GIVEN DATA:

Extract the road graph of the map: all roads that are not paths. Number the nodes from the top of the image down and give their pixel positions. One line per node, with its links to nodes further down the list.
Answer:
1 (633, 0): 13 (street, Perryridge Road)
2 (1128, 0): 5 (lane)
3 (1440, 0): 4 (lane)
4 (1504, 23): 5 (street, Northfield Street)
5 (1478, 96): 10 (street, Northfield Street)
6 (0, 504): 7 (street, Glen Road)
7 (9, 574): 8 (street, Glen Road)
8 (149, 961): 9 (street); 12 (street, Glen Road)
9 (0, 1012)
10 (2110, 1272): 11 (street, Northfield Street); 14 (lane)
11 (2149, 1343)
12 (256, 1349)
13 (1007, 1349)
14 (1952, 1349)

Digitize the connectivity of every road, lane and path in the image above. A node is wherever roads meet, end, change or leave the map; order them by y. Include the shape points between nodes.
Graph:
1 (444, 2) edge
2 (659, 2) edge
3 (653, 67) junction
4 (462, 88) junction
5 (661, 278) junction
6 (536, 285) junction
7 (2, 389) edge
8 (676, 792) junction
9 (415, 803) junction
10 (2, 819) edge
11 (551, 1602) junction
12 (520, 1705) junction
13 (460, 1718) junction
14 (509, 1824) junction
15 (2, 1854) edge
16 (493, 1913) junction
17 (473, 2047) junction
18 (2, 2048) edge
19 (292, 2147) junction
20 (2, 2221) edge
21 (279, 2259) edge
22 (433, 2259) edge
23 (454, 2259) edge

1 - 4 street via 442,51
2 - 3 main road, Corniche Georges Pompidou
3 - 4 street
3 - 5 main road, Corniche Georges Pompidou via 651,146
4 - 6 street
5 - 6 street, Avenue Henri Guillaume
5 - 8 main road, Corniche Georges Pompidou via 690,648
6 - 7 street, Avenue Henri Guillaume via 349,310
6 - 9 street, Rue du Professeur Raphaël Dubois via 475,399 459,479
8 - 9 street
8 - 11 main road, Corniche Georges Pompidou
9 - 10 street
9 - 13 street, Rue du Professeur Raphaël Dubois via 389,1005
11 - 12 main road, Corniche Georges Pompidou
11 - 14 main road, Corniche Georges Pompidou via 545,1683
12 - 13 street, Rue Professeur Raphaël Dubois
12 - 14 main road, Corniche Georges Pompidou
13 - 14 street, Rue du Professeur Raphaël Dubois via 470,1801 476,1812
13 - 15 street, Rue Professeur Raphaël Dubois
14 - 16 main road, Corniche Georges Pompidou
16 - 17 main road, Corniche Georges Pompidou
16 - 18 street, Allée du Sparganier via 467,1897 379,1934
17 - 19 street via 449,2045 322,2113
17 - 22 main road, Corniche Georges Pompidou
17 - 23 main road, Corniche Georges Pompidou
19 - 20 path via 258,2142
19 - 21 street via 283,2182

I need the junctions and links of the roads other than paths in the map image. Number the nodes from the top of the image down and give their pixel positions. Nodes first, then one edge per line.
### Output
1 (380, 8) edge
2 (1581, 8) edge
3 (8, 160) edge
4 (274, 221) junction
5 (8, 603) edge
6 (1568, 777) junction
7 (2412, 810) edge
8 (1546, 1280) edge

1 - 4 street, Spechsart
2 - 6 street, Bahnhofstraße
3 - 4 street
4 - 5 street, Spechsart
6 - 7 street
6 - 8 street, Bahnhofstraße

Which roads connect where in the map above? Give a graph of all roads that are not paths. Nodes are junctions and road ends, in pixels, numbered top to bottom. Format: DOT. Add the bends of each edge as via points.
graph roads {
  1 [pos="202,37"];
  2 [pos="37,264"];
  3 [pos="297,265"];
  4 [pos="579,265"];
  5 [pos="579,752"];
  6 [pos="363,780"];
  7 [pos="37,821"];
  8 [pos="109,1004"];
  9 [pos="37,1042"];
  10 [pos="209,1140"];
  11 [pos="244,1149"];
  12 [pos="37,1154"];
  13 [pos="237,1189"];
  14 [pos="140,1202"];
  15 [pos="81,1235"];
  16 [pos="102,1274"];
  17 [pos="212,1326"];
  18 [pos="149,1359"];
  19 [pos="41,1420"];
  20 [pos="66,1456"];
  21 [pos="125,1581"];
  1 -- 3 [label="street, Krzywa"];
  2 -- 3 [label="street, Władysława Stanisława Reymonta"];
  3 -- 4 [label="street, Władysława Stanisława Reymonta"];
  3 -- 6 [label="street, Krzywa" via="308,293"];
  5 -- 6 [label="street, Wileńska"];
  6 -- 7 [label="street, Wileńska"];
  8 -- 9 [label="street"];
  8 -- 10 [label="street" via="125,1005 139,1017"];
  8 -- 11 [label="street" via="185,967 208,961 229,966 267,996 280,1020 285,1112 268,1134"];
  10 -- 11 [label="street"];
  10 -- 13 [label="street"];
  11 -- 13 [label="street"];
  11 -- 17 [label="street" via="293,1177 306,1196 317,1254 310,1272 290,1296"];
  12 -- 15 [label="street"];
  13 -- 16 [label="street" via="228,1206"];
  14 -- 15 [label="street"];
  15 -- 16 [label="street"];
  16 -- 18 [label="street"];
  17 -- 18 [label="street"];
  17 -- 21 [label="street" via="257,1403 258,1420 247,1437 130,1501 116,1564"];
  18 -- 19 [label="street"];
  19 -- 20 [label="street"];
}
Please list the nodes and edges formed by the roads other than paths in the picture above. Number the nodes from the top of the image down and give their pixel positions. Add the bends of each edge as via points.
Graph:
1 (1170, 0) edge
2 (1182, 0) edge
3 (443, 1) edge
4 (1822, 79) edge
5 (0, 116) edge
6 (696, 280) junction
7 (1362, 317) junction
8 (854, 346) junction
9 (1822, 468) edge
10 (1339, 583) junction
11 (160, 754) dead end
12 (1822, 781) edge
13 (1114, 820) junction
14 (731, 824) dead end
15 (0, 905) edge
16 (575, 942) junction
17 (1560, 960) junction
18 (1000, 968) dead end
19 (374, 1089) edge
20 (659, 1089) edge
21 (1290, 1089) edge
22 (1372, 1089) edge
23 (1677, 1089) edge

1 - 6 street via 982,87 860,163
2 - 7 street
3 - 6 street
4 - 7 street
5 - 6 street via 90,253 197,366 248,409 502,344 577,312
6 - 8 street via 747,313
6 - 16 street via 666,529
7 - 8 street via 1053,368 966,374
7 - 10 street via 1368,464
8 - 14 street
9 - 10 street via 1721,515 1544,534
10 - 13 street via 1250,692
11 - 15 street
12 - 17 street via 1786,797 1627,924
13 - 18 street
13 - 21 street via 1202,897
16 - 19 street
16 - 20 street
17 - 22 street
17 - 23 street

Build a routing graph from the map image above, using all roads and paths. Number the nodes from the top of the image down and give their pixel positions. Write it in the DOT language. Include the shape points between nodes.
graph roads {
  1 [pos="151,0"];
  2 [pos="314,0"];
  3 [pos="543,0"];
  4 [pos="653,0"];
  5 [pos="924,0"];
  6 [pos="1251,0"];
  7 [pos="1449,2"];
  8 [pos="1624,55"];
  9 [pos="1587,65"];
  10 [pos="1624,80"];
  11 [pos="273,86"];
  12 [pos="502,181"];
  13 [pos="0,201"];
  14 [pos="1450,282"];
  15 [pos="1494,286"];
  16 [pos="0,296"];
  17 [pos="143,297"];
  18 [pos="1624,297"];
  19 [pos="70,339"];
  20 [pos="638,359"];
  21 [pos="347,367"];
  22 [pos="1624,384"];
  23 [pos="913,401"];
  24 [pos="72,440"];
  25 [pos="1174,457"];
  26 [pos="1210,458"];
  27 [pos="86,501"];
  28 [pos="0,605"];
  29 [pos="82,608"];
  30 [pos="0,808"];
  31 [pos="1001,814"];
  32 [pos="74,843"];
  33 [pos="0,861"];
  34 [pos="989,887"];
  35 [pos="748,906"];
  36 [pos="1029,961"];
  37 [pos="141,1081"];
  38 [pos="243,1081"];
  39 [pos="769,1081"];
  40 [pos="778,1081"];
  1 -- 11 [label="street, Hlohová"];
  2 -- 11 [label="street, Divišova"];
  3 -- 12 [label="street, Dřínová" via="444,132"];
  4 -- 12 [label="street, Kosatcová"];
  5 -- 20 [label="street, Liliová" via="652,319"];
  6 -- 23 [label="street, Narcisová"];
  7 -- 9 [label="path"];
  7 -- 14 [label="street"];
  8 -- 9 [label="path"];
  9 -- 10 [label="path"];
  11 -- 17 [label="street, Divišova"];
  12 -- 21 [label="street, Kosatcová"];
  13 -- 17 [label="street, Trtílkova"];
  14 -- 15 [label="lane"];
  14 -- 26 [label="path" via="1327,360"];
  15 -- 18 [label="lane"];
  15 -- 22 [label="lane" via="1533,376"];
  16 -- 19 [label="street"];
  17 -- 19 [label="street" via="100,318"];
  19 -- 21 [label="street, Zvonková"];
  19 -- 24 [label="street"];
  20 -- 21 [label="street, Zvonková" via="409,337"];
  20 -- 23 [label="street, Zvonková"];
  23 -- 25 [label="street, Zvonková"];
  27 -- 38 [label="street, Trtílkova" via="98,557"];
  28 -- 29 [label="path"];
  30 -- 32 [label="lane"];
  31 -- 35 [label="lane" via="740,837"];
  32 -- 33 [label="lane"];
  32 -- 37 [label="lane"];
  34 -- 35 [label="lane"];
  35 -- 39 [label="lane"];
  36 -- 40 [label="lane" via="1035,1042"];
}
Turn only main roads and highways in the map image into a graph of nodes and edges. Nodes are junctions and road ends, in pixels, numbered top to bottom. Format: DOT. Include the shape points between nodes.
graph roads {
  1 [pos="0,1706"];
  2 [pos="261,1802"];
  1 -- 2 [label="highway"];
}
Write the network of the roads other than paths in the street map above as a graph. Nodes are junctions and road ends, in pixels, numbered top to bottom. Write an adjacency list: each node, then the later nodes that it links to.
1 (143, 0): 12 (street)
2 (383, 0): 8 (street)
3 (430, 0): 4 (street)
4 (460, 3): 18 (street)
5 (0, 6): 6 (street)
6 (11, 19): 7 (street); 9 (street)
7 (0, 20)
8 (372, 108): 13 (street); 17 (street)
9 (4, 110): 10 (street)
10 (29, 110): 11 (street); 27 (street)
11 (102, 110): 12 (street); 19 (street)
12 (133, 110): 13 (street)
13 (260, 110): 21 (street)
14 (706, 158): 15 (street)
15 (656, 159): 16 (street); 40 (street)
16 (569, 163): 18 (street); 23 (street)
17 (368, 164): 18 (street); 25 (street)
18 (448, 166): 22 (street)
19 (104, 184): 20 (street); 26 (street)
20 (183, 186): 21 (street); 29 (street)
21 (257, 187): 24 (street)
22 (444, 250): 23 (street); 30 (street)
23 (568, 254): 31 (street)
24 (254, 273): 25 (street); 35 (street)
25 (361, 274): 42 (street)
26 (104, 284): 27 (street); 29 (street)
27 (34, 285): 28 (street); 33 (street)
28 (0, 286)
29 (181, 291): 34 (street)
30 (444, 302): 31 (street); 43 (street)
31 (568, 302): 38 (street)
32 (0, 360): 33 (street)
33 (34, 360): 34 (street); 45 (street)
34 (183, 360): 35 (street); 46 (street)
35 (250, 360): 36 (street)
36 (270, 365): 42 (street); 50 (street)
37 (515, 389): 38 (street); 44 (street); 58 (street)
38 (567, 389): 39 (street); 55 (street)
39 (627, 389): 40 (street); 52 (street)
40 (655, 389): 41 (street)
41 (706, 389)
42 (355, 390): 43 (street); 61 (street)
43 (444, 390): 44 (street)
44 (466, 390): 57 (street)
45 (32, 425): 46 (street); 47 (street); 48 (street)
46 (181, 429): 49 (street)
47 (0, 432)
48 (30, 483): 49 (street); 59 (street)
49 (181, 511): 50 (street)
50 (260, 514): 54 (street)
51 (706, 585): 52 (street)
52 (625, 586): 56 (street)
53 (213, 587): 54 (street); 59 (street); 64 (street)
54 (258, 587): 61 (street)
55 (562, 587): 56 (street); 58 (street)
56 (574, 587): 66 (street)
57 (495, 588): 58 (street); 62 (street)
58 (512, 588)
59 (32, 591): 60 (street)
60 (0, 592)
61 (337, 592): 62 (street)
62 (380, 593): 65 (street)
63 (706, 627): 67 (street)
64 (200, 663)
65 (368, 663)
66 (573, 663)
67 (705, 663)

WHAT TO WORK ON:
Note every line above where the string "Zvonková" shows up, and copy those lines.

THE ANSWER:
  19 -- 21 [label="street, Zvonková"];
  20 -- 21 [label="street, Zvonková" via="409,337"];
  20 -- 23 [label="street, Zvonková"];
  23 -- 25 [label="street, Zvonková"];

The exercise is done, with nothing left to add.